__REQUIRED ACTION__: Comb the records below for the string "Simons" and copy each line where it turns up.

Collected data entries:
———
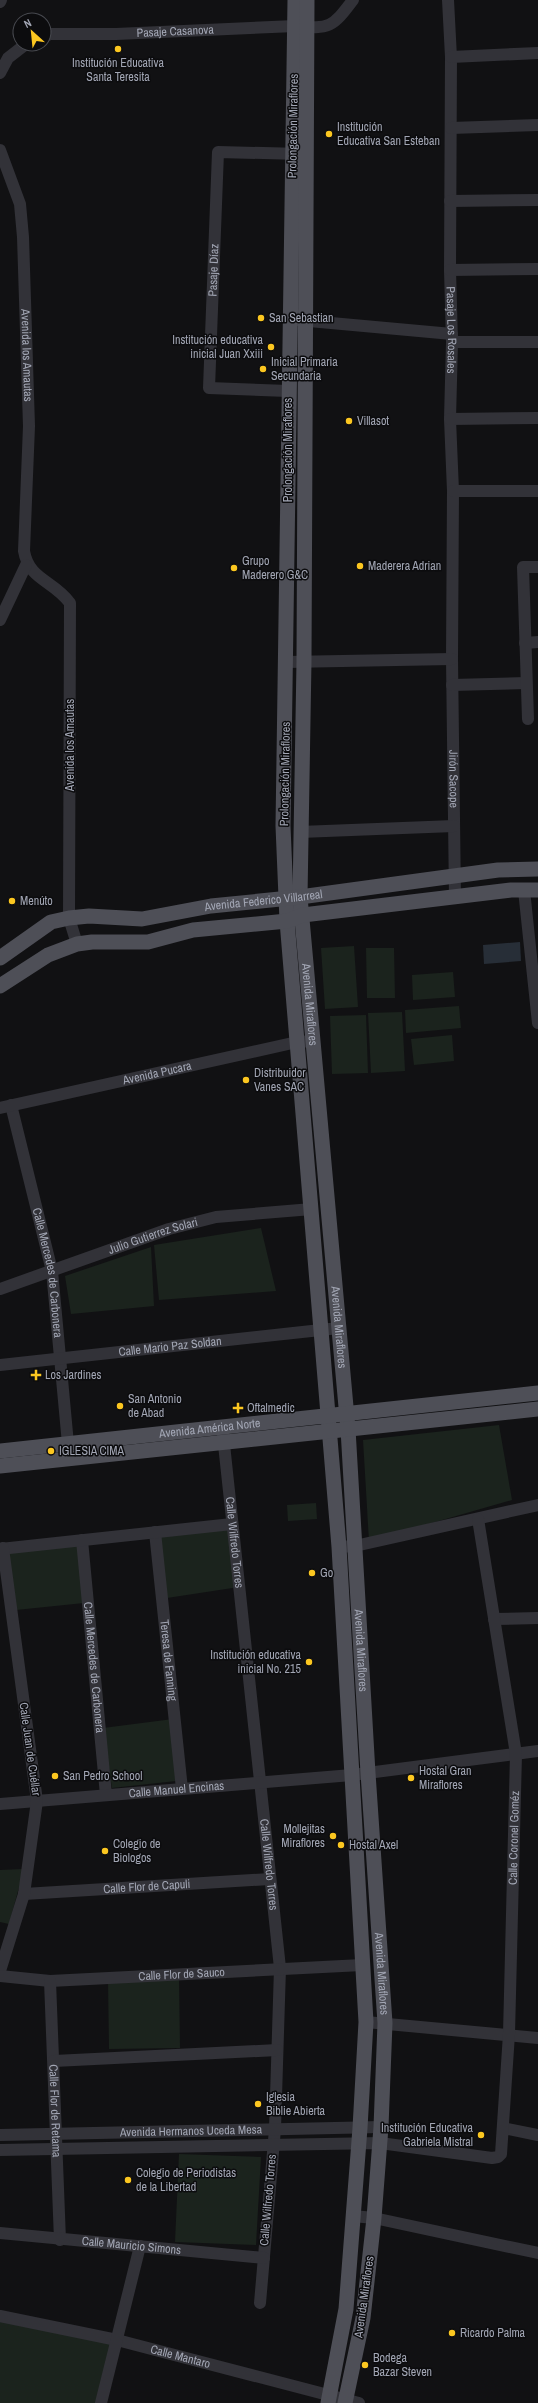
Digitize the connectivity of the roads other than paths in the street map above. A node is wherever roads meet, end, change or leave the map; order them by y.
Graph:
1 (295, 0) edge
2 (307, 0) edge
3 (353, 0) edge
4 (448, 0) edge
5 (301, 27) junction
6 (52, 34) edge
7 (16, 52) edge
8 (538, 53) edge
9 (451, 57) junction
10 (0, 73) edge
11 (538, 125) edge
12 (451, 128) junction
13 (0, 150) edge
14 (299, 154) junction
15 (538, 200) edge
16 (450, 201) junction
17 (538, 269) edge
18 (450, 270) junction
19 (297, 320) junction
20 (452, 338) junction
21 (538, 342) edge
22 (288, 391) junction
23 (538, 418) edge
24 (450, 419) junction
25 (453, 491) junction
26 (538, 491) edge
27 (26, 564) junction
28 (538, 567) edge
29 (0, 620) edge
30 (538, 642) edge
31 (525, 643) junction
32 (452, 659) junction
33 (304, 661) junction
34 (287, 662) junction
35 (526, 684) junction
36 (452, 685) junction
37 (528, 720) dead end
38 (454, 826) junction
39 (300, 832) junction
40 (538, 869) edge
41 (455, 876) junction
42 (531, 890) edge
43 (294, 898) junction
44 (456, 898) junction
45 (303, 915) junction
46 (69, 918) junction
47 (287, 921) junction
48 (77, 944) junction
49 (0, 958) edge
50 (0, 986) edge
51 (538, 1023) edge
52 (314, 1041) junction
53 (297, 1042) junction
54 (5, 1106) edge
55 (328, 1198) junction
56 (311, 1204) junction
57 (52, 1271) junction
58 (0, 1289) edge
59 (339, 1328) junction
60 (322, 1330) junction
61 (61, 1358) junction
62 (0, 1364) edge
63 (538, 1393) edge
64 (538, 1409) edge
65 (329, 1416) junction
66 (348, 1422) junction
67 (222, 1428) junction
68 (330, 1431) junction
69 (224, 1443) junction
70 (68, 1444) junction
71 (0, 1451) edge
72 (0, 1466) edge
73 (538, 1505) edge
74 (478, 1519) junction
75 (232, 1524) junction
76 (155, 1532) junction
77 (82, 1540) junction
78 (355, 1546) junction
79 (339, 1547) junction
80 (1, 1549) edge
81 (538, 1618) edge
82 (494, 1619) junction
83 (538, 1751) edge
84 (516, 1754) junction
85 (368, 1773) junction
86 (352, 1775) junction
87 (260, 1783) junction
88 (182, 1789) junction
89 (106, 1795) junction
90 (37, 1801) junction
91 (0, 1804) edge
92 (270, 1878) junction
93 (24, 1894) junction
94 (362, 1965) junction
95 (280, 1968) junction
96 (0, 1971) edge
97 (0, 1976) edge
98 (50, 1981) junction
99 (366, 2022) junction
100 (386, 2023) junction
101 (509, 2034) junction
102 (538, 2038) edge
103 (277, 2050) junction
104 (54, 2060) junction
105 (381, 2127) junction
106 (360, 2128) junction
107 (504, 2128) junction
108 (275, 2130) junction
109 (56, 2134) junction
110 (0, 2135) edge
111 (538, 2135) edge
112 (380, 2143) junction
113 (358, 2144) junction
114 (273, 2145) junction
115 (57, 2149) junction
116 (0, 2150) edge
117 (498, 2157) joint
118 (353, 2216) junction
119 (374, 2218) junction
120 (0, 2233) edge
121 (60, 2240) junction
122 (140, 2246) junction
123 (538, 2253) edge
124 (264, 2258) junction
125 (260, 2303) dead end
126 (0, 2316) edge
127 (117, 2340) junction
128 (329, 2399) edge
129 (350, 2402) edge
130 (103, 2403) edge

1 - 5 main road, Prolongación Miraflores
2 - 5 main road, Prolongación Miraflores
3 - 5 street, Pasaje Casanova
4 - 9 street, Pasaje Los Rosales
5 - 6 street, Pasaje Casanova
5 - 14 main road, Prolongación Miraflores
7 - 10 street
8 - 9 street
9 - 12 street, Pasaje Los Rosales
11 - 12 street
12 - 16 street, Pasaje Los Rosales
13 - 27 street, Avenida los Amautas
14 - 19 main road, Prolongación Miraflores
14 - 22 street, Pasaje Díaz
15 - 16 street
16 - 18 street, Pasaje Los Rosales
17 - 18 street
18 - 20 street, Pasaje Los Rosales
19 - 20 street
19 - 22 main road, Prolongación Miraflores
19 - 33 main road, Prolongación Miraflores
20 - 21 street
20 - 24 street, Pasaje Los Rosales
22 - 34 main road, Prolongación Miraflores
23 - 24 street
24 - 25 street, Pasaje Los Rosales
25 - 26 street
25 - 32 street, Pasaje Los Rosales
27 - 29 street, Avenida los Amautas
27 - 46 street, Avenida los Amautas
28 - 31 street
30 - 31 street
31 - 35 street
32 - 33 street
32 - 36 street, Jirón Sacope
33 - 34 street
33 - 39 main road, Prolongación Miraflores
34 - 43 main road, Prolongación Miraflores
35 - 36 street
35 - 37 street
36 - 38 street, Jirón Sacope
38 - 39 street
38 - 41 street, Jirón Sacope
39 - 43 main road, Prolongación Miraflores
40 - 41 main road, Avenida Federico Villarreal
41 - 43 main road, Avenida Federico Villarreal
41 - 44 street, Jirón Sacope
42 - 44 main road, Avenida Federico Villarreal
42 - 51 street
43 - 45 main road, Avenida Miraflores
43 - 46 main road, Avenida Federico Villarreal
43 - 47 main road, Avenida Miraflores
44 - 45 main road, Avenida Federico Villarreal
45 - 47 main road, Avenida Federico Villarreal
45 - 52 main road, Avenida Miraflores
46 - 48 street, Avenida los Amautas
46 - 49 main road, Avenida Federico Villarreal
47 - 48 main road, Avenida Federico Villarreal
47 - 53 main road, Avenida Miraflores
48 - 50 main road, Avenida Federico Villarreal
52 - 53 street, Avenida Pucara
52 - 55 main road, Avenida Miraflores
53 - 54 street, Avenida Pucara
53 - 56 main road, Avenida Miraflores
54 - 57 street, Calle Mercedes de Carbonera
55 - 56 main road
55 - 59 main road, Avenida Miraflores
56 - 57 street, Julio Gutierrez Solari
56 - 60 main road, Avenida Miraflores
57 - 58 street, Julio Gutierrez Solari
57 - 61 street, Calle Mercedes de Carbonera
59 - 60 street, Calle Mario Paz Soldan
59 - 66 main road, Avenida Miraflores
60 - 61 street, Calle Mario Paz Soldan
60 - 65 main road, Avenida Miraflores
61 - 62 street, Calle Mario Paz Soldan
61 - 70 street, Calle Mercedes de Carbonera
63 - 66 main road, Avenida América Norte
64 - 66 main road, Avenida América Norte
65 - 66 main road, Avenida América Norte
65 - 67 main road, Avenida América Norte
65 - 68 main road, Avenida Miraflores
66 - 68 main road, Avenida América Norte
66 - 78 main road, Avenida Miraflores
67 - 69 street, Calle Wilfredo Torres
67 - 70 main road, Avenida América Norte
68 - 69 main road, Avenida América Norte
68 - 79 main road, Avenida Miraflores
69 - 72 main road, Avenida América Norte
69 - 75 street, Calle Wilfredo Torres
70 - 71 main road, Avenida América Norte
73 - 74 street
74 - 78 street
74 - 82 street, Calle Coronel Goméz
75 - 76 street
75 - 87 street, Calle Wilfredo Torres
76 - 77 street
76 - 88 street, Teresa de Fanning
77 - 80 street
77 - 89 street, Calle Mercedes de Carbonera
78 - 79 street
78 - 85 main road, Avenida Miraflores
79 - 86 main road, Avenida Miraflores
80 - 90 street, Calle Juan de Cuéllar
81 - 82 street
82 - 84 street, Calle Coronel Goméz
83 - 84 street, Calle Manuel Encinas
84 - 85 street, Calle Manuel Encinas
84 - 101 street, Calle Coronel Goméz
85 - 86 street, Calle Manuel Encinas
85 - 100 main road, Avenida Miraflores
86 - 87 street, Calle Manuel Encinas
86 - 94 main road, Avenida Miraflores
87 - 88 street, Calle Manuel Encinas
87 - 92 street, Calle Wilfredo Torres
88 - 89 street, Calle Manuel Encinas
89 - 90 street, Calle Manuel Encinas
90 - 91 street, Calle Manuel Encinas
90 - 93 street, Calle Juan de Cuéllar
92 - 93 street, Calle Flor de Capuli
92 - 95 street, Calle Wilfredo Torres
93 - 96 street, Calle Juan de Cuéllar
94 - 95 street, Calle Flor de Sauco
94 - 99 main road, Avenida Miraflores
95 - 98 street, Calle Flor de Sauco
95 - 103 street, Calle Wilfredo Torres
97 - 98 street, Calle Flor de Sauco
98 - 104 street, Calle Flor de Retama
99 - 100 street
99 - 106 main road, Avenida Miraflores
100 - 101 street
100 - 105 main road, Avenida Miraflores
101 - 102 street
101 - 107 street, Calle Coronel Goméz
103 - 104 street
103 - 108 street, Calle Wilfredo Torres
104 - 109 street, Calle Flor de Retama
105 - 106 street, Avenida Hermanos Uceda Mesa
105 - 112 main road, Avenida Miraflores
106 - 108 street, Avenida Hermanos Uceda Mesa
106 - 113 main road, Avenida Miraflores
107 - 111 street
107 - 117 street, Calle Coronel Goméz
108 - 109 street, Avenida Hermanos Uceda Mesa
108 - 114 street, Calle Wilfredo Torres
109 - 110 street, Avenida Hermanos Uceda Mesa
109 - 115 street, Calle Flor de Retama
112 - 113 street, Avenida Hermanos Uceda Mesa
112 - 117 street, Avenida Hermanos Uceda Mesa
112 - 119 main road, Avenida Miraflores
113 - 114 street, Avenida Hermanos Uceda Mesa
113 - 118 main road, Avenida Miraflores
114 - 115 street, Avenida Hermanos Uceda Mesa
114 - 124 street, Calle Wilfredo Torres
115 - 116 street, Avenida Hermanos Uceda Mesa
115 - 121 street, Calle Flor de Retama
118 - 119 street
118 - 128 main road, Avenida Miraflores
119 - 123 street
119 - 129 main road, Avenida Miraflores
120 - 121 street, Calle Mauricio Simons
121 - 122 street, Calle Mauricio Simons
122 - 124 street, Calle Mauricio Simons
122 - 127 street
124 - 125 street, Calle Wilfredo Torres
126 - 127 street, Calle Mantaro
127 - 128 street, Calle Mantaro
127 - 130 street
128 - 129 street, Calle Mantaro

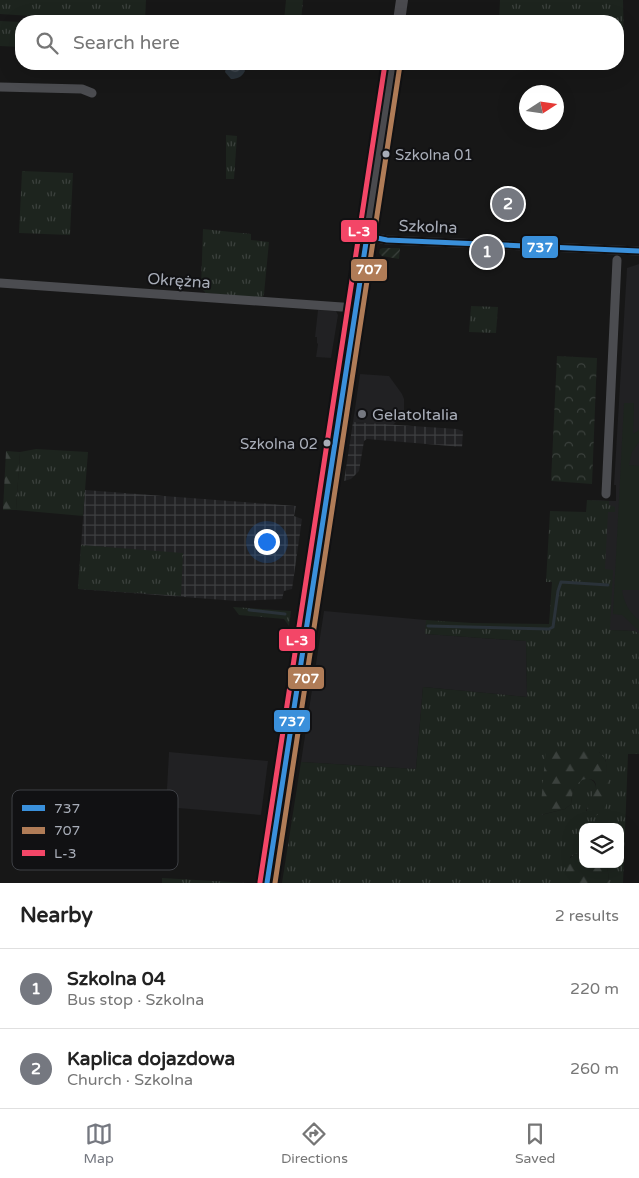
———
__EXERCISE SOLUTION__:
120 - 121 street, Calle Mauricio Simons
121 - 122 street, Calle Mauricio Simons
122 - 124 street, Calle Mauricio Simons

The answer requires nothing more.